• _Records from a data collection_
== Segment start ==
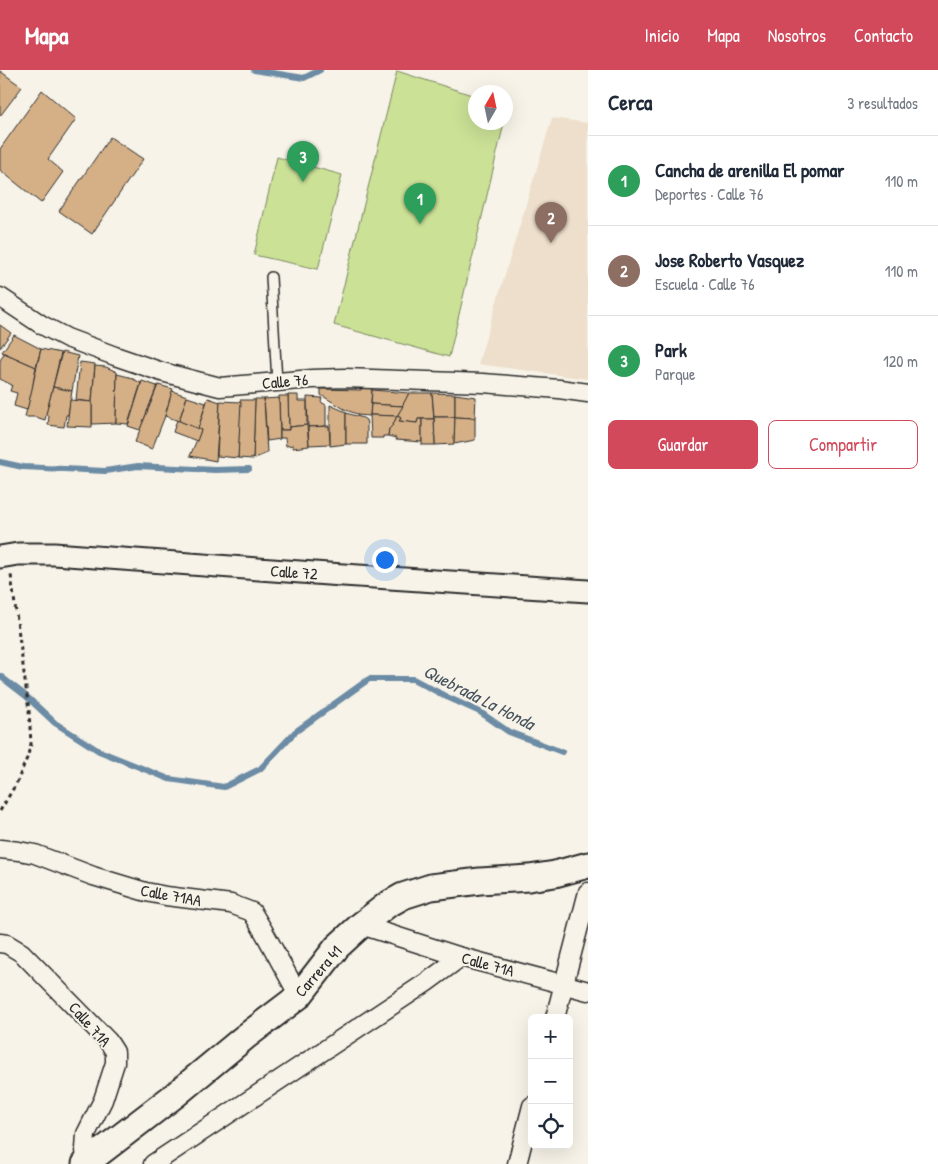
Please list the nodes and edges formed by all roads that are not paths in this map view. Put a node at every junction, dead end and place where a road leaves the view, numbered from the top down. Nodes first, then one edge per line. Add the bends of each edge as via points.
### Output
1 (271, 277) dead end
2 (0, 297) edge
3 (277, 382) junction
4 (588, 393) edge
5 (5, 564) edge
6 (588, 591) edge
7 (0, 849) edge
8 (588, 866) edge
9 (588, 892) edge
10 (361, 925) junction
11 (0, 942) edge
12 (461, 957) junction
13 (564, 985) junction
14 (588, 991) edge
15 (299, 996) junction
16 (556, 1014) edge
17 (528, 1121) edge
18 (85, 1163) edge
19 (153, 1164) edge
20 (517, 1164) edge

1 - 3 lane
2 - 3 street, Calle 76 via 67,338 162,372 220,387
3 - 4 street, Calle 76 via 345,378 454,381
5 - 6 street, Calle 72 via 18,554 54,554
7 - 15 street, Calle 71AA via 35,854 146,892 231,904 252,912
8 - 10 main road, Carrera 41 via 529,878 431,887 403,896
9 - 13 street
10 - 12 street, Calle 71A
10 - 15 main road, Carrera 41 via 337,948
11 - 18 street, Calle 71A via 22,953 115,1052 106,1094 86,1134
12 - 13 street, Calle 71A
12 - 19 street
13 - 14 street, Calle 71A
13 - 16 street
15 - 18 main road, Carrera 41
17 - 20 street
== Segment end ==
== Segment start ==
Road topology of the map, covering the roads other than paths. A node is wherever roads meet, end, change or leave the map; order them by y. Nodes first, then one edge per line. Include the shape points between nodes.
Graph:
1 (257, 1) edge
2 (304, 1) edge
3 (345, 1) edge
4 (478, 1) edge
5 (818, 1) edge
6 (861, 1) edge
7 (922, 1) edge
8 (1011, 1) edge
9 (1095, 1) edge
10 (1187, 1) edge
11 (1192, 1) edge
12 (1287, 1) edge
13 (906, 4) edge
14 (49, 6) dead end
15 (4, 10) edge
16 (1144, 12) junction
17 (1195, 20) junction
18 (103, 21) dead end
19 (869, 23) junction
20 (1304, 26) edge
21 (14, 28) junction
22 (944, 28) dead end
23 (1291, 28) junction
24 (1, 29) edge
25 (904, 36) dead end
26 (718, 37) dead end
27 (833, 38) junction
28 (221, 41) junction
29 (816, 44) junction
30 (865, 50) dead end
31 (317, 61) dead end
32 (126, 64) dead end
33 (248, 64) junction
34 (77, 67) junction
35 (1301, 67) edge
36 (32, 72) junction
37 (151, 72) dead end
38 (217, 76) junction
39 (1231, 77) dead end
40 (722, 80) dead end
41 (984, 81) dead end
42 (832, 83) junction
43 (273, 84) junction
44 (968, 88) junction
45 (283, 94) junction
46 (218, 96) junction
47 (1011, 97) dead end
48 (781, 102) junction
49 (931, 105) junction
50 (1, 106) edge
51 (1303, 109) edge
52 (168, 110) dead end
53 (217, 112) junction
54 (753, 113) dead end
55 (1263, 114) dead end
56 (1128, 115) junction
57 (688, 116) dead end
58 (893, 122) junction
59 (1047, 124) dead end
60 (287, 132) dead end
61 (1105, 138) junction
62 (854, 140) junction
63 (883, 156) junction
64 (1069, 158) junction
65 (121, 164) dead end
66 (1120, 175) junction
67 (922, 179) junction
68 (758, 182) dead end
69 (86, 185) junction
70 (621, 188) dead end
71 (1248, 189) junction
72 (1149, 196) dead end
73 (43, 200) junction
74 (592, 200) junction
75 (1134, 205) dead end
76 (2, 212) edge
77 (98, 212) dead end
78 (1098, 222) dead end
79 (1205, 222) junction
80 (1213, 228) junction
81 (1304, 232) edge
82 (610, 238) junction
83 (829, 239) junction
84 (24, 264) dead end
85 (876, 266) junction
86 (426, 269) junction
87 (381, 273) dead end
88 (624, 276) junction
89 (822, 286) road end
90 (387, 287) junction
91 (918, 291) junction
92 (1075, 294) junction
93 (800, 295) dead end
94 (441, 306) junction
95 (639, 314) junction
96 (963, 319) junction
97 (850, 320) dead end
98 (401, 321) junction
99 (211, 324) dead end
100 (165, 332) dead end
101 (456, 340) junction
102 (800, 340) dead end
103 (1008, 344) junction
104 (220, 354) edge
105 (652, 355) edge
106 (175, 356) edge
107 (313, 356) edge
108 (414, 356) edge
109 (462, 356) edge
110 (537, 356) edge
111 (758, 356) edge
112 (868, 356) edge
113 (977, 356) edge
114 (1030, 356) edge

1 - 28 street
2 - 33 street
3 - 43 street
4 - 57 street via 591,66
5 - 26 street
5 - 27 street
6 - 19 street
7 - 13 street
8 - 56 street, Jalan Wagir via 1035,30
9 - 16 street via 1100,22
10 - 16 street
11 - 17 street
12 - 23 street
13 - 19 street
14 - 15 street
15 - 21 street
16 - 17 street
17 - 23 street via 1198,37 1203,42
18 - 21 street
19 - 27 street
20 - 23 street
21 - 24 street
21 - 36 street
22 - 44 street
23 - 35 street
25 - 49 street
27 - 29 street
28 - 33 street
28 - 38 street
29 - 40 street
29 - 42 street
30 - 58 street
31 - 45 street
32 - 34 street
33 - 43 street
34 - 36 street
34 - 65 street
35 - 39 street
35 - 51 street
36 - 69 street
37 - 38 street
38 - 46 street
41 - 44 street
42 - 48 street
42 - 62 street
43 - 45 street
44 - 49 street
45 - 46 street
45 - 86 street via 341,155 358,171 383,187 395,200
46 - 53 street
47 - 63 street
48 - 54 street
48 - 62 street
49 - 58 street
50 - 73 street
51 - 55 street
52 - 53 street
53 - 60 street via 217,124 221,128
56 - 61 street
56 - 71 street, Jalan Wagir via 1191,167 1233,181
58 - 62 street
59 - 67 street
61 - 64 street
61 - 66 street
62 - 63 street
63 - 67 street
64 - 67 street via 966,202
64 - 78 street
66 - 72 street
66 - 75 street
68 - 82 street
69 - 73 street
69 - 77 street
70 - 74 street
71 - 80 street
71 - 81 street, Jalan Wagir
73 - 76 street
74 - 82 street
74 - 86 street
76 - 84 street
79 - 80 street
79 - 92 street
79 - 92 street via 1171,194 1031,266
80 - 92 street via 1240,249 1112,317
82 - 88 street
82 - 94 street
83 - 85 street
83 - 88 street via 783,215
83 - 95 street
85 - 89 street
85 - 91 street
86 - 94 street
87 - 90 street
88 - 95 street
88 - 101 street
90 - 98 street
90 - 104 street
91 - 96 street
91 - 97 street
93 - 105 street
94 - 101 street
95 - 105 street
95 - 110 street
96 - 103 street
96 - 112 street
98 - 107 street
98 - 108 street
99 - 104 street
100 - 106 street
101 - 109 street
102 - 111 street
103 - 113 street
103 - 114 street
== Segment end ==
• _WORK REQUEST_
Tally every line in these entries where the string "first" occurs. The tally alone is the answer.

• _OUTPUT OF THE EXERCISE_
2